Steve · August 11, 2012 · 2 Comments

There’s an old chestnut of an icebreaker/conversation starter that goes something like this: What person, living or deceased, would you most like to spend some time with? (Go ahead, discuss…)

Margaret Silf’s “Just Call Me López: Getting to the Heart of Ignatius Loyola (Loyola Press, 144 pages) takes that question on a spiritual journey and allows us to come along for the ride, as long as we’re willing to suspend our disbelief in the impossibility of the premise of the book – the contemporary narrator’s months-long interactions with the 16th century saint and founder of the Jesuits. Along the way, what we get is far more than a creative approach to Ignatius’ biography (his middle name was López) or an introduction to his famed spiritual exercises, although we get plenty of both. For those who know nothing or little of Ignatius’ life and approach to spirituality, this slim volume will serve as a fine introduction.

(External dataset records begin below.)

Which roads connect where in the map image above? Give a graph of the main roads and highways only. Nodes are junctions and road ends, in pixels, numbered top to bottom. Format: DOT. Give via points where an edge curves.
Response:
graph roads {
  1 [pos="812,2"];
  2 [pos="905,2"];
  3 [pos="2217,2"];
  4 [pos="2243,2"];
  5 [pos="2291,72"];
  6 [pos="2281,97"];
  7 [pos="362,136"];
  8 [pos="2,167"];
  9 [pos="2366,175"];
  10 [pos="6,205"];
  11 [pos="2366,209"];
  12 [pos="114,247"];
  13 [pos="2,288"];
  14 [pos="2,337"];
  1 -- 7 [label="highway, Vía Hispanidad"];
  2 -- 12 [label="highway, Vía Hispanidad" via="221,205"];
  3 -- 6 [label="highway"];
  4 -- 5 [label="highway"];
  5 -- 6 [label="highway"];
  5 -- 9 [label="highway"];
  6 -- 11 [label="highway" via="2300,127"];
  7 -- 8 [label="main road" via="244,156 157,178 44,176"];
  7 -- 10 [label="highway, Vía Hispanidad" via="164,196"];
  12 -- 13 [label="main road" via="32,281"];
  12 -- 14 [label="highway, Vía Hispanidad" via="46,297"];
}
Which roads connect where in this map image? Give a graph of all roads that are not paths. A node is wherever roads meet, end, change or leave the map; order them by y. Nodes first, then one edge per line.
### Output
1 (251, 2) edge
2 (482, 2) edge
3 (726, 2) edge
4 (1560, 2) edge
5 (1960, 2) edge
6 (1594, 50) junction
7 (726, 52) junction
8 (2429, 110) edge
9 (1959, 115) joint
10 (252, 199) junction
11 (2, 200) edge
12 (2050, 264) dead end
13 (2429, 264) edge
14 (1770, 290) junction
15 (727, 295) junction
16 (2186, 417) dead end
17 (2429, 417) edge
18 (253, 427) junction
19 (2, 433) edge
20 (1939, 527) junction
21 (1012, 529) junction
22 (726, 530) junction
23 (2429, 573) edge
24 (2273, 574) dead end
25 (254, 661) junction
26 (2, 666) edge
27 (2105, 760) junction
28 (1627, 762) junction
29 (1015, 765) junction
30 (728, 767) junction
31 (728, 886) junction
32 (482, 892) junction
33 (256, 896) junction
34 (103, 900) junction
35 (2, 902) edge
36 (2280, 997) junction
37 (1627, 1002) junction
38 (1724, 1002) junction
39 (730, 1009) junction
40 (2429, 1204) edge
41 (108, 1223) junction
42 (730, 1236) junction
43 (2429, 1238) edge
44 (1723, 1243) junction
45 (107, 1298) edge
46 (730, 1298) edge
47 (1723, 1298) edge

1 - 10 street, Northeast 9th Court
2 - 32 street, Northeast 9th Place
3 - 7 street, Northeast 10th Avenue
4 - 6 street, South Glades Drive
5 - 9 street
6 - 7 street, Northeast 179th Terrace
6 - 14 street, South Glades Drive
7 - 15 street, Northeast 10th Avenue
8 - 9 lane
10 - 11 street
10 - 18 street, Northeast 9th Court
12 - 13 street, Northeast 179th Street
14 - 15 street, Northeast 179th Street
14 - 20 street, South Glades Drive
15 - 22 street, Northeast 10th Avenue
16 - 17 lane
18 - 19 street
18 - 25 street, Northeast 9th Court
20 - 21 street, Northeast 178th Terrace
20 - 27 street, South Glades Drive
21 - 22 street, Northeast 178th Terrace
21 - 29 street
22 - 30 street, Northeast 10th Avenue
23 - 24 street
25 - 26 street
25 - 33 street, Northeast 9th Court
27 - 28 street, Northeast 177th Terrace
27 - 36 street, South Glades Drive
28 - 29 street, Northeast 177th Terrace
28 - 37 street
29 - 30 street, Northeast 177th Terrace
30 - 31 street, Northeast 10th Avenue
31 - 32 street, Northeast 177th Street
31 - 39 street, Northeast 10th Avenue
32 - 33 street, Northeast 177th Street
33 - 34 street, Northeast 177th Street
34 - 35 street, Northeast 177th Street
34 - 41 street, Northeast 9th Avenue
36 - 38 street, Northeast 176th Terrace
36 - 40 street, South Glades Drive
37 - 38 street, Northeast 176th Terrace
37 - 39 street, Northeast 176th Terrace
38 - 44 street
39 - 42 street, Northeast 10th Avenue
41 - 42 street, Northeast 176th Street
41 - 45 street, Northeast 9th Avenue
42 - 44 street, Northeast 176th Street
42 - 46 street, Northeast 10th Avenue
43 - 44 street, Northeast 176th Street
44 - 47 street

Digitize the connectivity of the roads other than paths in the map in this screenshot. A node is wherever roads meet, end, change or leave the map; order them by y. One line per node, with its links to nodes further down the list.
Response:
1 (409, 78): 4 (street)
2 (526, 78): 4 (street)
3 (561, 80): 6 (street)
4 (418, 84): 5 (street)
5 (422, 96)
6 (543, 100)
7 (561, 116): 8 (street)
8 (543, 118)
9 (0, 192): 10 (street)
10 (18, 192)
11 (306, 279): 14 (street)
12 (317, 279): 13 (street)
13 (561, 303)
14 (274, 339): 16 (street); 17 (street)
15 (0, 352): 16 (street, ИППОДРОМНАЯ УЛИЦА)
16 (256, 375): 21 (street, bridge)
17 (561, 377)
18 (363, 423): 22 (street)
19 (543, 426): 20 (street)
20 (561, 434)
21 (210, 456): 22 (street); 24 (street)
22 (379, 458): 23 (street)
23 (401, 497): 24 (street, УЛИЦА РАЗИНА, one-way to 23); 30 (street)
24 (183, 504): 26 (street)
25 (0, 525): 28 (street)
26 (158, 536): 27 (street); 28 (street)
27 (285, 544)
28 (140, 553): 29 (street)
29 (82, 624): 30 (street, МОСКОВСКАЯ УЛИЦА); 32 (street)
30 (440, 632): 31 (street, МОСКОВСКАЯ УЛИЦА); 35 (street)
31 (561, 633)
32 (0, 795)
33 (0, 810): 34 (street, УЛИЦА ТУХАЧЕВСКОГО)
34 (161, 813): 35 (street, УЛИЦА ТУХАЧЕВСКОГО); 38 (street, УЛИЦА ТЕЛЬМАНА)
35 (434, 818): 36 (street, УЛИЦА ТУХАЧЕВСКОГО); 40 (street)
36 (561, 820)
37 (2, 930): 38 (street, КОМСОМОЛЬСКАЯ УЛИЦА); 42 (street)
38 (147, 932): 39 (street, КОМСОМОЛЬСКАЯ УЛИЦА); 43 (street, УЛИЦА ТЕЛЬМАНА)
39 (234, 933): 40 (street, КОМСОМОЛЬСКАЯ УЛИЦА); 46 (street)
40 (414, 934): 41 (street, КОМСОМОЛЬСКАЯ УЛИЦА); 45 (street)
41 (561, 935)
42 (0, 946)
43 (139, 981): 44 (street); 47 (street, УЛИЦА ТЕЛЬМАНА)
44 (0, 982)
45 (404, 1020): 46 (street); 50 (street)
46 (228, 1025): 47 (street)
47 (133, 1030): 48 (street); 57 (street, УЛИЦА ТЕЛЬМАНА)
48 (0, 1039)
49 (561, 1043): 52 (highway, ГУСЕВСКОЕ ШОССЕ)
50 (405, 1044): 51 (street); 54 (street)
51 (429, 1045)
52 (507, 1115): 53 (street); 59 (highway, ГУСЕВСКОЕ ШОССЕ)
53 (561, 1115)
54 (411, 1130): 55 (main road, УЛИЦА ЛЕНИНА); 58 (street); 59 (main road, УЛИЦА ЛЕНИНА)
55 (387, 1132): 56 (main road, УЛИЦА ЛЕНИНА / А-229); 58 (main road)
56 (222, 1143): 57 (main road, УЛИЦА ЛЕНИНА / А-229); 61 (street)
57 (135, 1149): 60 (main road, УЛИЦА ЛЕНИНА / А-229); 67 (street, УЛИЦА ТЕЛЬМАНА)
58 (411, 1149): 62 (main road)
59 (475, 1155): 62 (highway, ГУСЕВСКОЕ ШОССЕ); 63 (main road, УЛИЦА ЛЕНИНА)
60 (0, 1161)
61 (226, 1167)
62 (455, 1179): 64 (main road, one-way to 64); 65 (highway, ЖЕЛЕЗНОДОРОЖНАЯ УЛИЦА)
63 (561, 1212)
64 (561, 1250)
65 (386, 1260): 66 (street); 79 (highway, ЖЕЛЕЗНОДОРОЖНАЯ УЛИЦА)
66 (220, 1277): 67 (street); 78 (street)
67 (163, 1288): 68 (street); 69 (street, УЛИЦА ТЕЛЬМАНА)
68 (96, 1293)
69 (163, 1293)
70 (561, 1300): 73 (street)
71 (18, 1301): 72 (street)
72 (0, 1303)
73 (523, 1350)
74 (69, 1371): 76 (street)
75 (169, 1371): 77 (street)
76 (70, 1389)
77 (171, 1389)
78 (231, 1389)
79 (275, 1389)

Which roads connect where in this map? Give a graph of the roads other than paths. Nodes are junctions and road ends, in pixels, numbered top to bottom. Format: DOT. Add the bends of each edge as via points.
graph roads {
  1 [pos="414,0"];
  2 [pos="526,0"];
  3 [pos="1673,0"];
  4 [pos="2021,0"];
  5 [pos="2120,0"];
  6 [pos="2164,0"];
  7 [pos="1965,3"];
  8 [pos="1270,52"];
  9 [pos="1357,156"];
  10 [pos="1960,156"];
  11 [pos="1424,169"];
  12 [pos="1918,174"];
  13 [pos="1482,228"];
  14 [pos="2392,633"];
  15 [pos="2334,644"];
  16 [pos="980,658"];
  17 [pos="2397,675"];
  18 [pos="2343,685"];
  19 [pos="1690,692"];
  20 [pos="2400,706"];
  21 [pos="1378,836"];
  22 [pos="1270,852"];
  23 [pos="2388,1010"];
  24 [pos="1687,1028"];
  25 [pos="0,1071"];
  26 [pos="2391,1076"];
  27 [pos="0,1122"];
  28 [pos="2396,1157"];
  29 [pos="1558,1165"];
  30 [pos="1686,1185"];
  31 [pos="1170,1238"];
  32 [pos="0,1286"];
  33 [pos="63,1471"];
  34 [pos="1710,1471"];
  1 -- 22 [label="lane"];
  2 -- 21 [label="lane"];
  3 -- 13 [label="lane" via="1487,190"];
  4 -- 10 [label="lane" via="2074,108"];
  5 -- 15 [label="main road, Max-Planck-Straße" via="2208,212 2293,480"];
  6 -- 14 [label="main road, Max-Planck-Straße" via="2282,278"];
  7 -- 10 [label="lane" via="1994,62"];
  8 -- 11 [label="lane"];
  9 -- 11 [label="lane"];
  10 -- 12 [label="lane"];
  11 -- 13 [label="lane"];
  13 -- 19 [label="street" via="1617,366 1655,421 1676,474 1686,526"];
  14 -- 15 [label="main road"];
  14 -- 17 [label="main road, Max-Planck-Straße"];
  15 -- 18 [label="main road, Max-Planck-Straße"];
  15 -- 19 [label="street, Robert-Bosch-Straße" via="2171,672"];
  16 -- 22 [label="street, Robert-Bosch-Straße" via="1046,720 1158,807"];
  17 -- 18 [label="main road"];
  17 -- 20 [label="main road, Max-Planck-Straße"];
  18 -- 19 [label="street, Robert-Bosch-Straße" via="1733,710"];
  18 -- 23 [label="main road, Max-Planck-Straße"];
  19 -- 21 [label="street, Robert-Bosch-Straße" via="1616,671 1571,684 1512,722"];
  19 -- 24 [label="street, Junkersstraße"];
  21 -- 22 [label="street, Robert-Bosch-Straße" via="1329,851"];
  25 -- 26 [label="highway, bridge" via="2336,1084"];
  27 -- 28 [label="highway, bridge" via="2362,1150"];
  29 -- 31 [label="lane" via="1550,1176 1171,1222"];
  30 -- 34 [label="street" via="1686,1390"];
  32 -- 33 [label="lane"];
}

In this unlikely tale of a 16th-century soldier-turned-saint and 21st-century woman, we see what happens when one person opens herself to a real-life, real-time experience of the communion of saints. The two are as different as pen-and-ink and laptops are as writing instruments, but their conversations show us that life’s really important questions don’t change with the times and technology. And perhaps the most essential question we can ask as spiritual beings (what is God’s will and plan for my life?) is the question to which most of us continue to seek an answer. That introspective and prayerful approach to life is what lies at the heart of Ignatian spirituality.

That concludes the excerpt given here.